| TASK GOAL |
Output the records precisely as they stand. Pictures are to be skipped.

Top of DATA UNDER STUDY

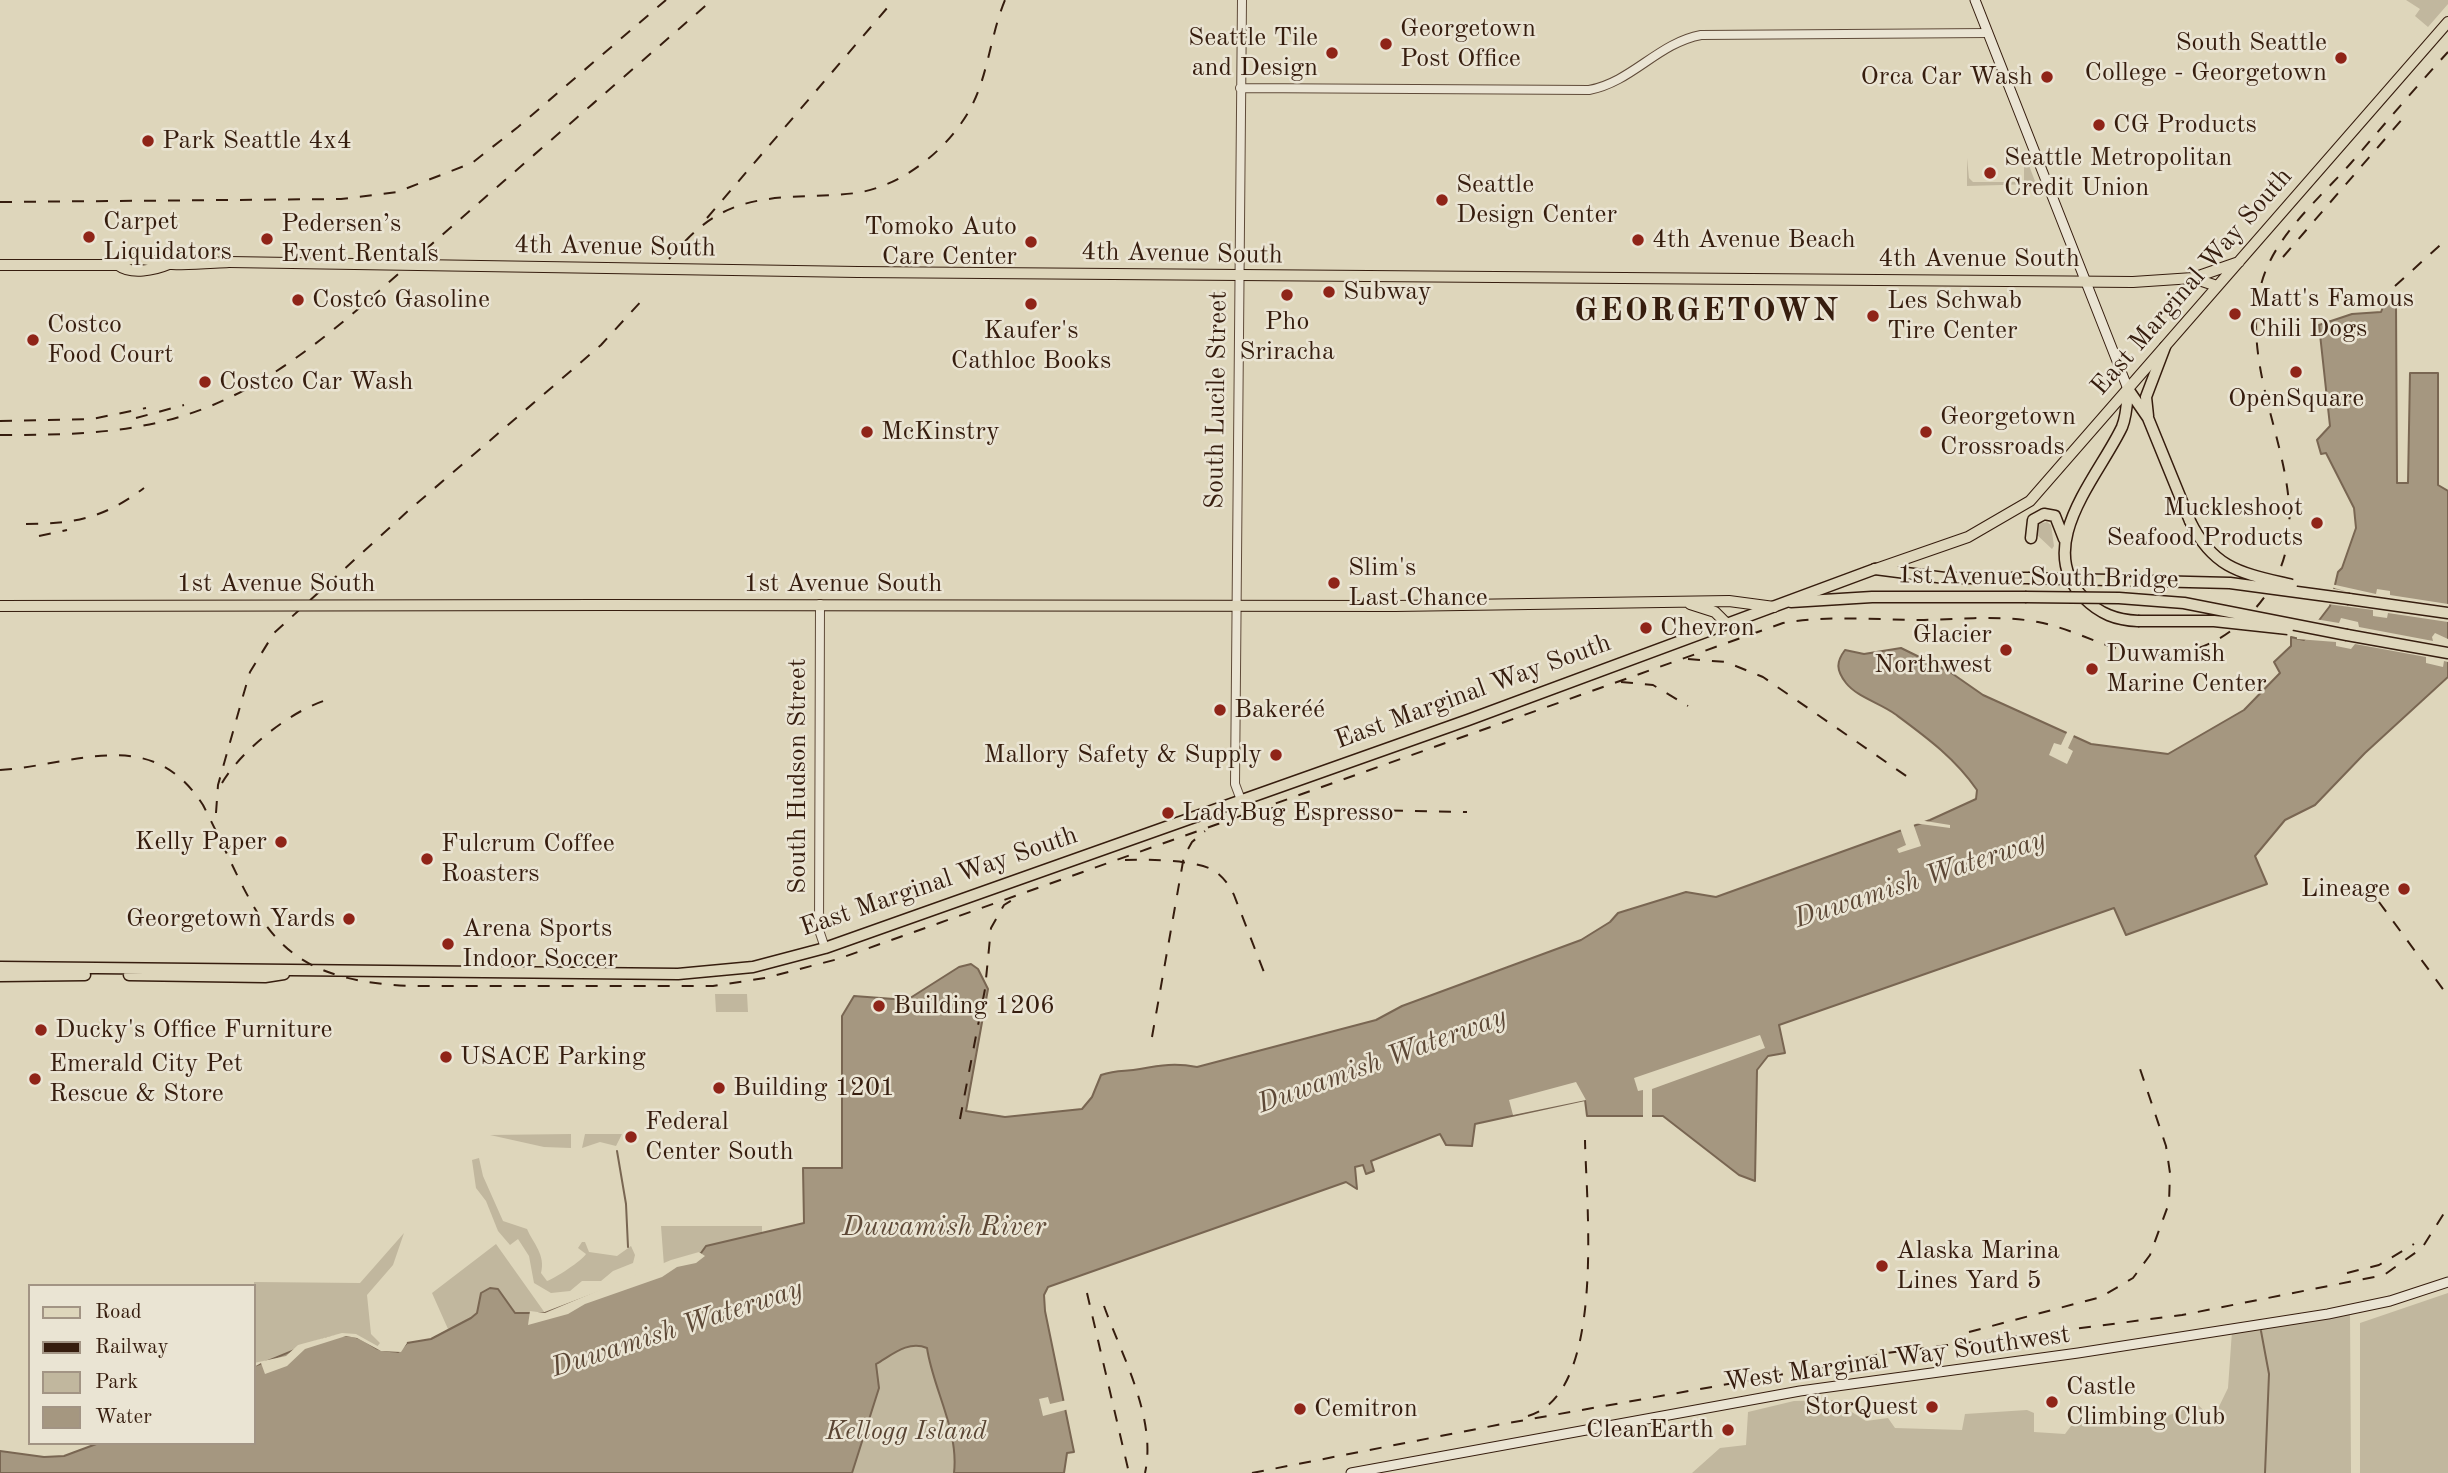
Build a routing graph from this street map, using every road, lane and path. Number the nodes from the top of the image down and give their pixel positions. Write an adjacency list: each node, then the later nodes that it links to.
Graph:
1 (1242, 0): 5 (street, South Lucile Street)
2 (1975, 0): 4 (main road)
3 (2448, 22): 6 (main road, East Marginal Way South)
4 (1988, 33): 5 (street); 10 (main road)
5 (1240, 88): 8 (street, South Lucile Street)
6 (2239, 262): 9 (main road, 4th Avenue South); 11 (main road, East Marginal Way South)
7 (0, 265): 8 (main road, 4th Avenue South, bridge)
8 (1239, 275): 10 (main road, 4th Avenue South); 23 (street, South Lucile Street)
9 (2193, 278): 10 (main road, 4th Avenue South); 11 (main road, 4th Avenue South)
10 (2087, 279): 13 (main road)
11 (2217, 286): 12 (main road, East Marginal Way South)
12 (2165, 347): 13 (main road, East Marginal Way South); 14 (highway)
13 (2129, 389): 14 (highway); 16 (highway); 17 (main road, East Marginal Way South)
14 (2148, 418): 18 (highway, bridge)
15 (2031, 538): 16 (highway)
16 (2065, 542): 27 (highway, bridge)
17 (1875, 569): 18 (highway, 1st Avenue South Bridge, bridge); 19 (highway, East Marginal Way South)
18 (2349, 599): 25 (highway, 1st Avenue South Bridge)
19 (1791, 602): 24 (highway, East Marginal Way South); 27 (highway, 1st Avenue South Bridge, bridge)
20 (1686, 603): 23 (main road, 1st Avenue South); 24 (main road, 1st Avenue South); 26 (main road, 1st Avenue South)
21 (820, 604): 22 (main road, 1st Avenue South, bridge); 23 (main road, 1st Avenue South); 30 (street, South Hudson Street)
22 (0, 606)
23 (1237, 606): 29 (street, South Lucile Street)
24 (1774, 607): 26 (highway, East Marginal Way South)
25 (2448, 613)
26 (1728, 625): 29 (highway, East Marginal Way South)
27 (2347, 635): 28 (highway, 1st Avenue South Bridge)
28 (2448, 653)
29 (1241, 800): 30 (highway, East Marginal Way South)
30 (825, 948): 32 (highway, East Marginal Way South)
31 (0, 967): 32 (highway, East Marginal Way South)
32 (299, 971): 33 (highway, East Marginal Way South)
33 (0, 976)
34 (2448, 1282): 35 (main road, West Marginal Way Southwest)
35 (1351, 1473)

Bottom of DATA UNDER STUDY

| EXPECTED ANSWER |
Build a routing graph from this street map, using every road, lane and path. Number the nodes from the top of the image down and give their pixel positions. Write an adjacency list: each node, then the later nodes that it links to.
Graph:
1 (1242, 0): 5 (street, South Lucile Street)
2 (1975, 0): 4 (main road)
3 (2448, 22): 6 (main road, East Marginal Way South)
4 (1988, 33): 5 (street); 10 (main road)
5 (1240, 88): 8 (street, South Lucile Street)
6 (2239, 262): 9 (main road, 4th Avenue South); 11 (main road, East Marginal Way South)
7 (0, 265): 8 (main road, 4th Avenue South, bridge)
8 (1239, 275): 10 (main road, 4th Avenue South); 23 (street, South Lucile Street)
9 (2193, 278): 10 (main road, 4th Avenue South); 11 (main road, 4th Avenue South)
10 (2087, 279): 13 (main road)
11 (2217, 286): 12 (main road, East Marginal Way South)
12 (2165, 347): 13 (main road, East Marginal Way South); 14 (highway)
13 (2129, 389): 14 (highway); 16 (highway); 17 (main road, East Marginal Way South)
14 (2148, 418): 18 (highway, bridge)
15 (2031, 538): 16 (highway)
16 (2065, 542): 27 (highway, bridge)
17 (1875, 569): 18 (highway, 1st Avenue South Bridge, bridge); 19 (highway, East Marginal Way South)
18 (2349, 599): 25 (highway, 1st Avenue South Bridge)
19 (1791, 602): 24 (highway, East Marginal Way South); 27 (highway, 1st Avenue South Bridge, bridge)
20 (1686, 603): 23 (main road, 1st Avenue South); 24 (main road, 1st Avenue South); 26 (main road, 1st Avenue South)
21 (820, 604): 22 (main road, 1st Avenue South, bridge); 23 (main road, 1st Avenue South); 30 (street, South Hudson Street)
22 (0, 606)
23 (1237, 606): 29 (street, South Lucile Street)
24 (1774, 607): 26 (highway, East Marginal Way South)
25 (2448, 613)
26 (1728, 625): 29 (highway, East Marginal Way South)
27 (2347, 635): 28 (highway, 1st Avenue South Bridge)
28 (2448, 653)
29 (1241, 800): 30 (highway, East Marginal Way South)
30 (825, 948): 32 (highway, East Marginal Way South)
31 (0, 967): 32 (highway, East Marginal Way South)
32 (299, 971): 33 (highway, East Marginal Way South)
33 (0, 976)
34 (2448, 1282): 35 (main road, West Marginal Way Southwest)
35 (1351, 1473)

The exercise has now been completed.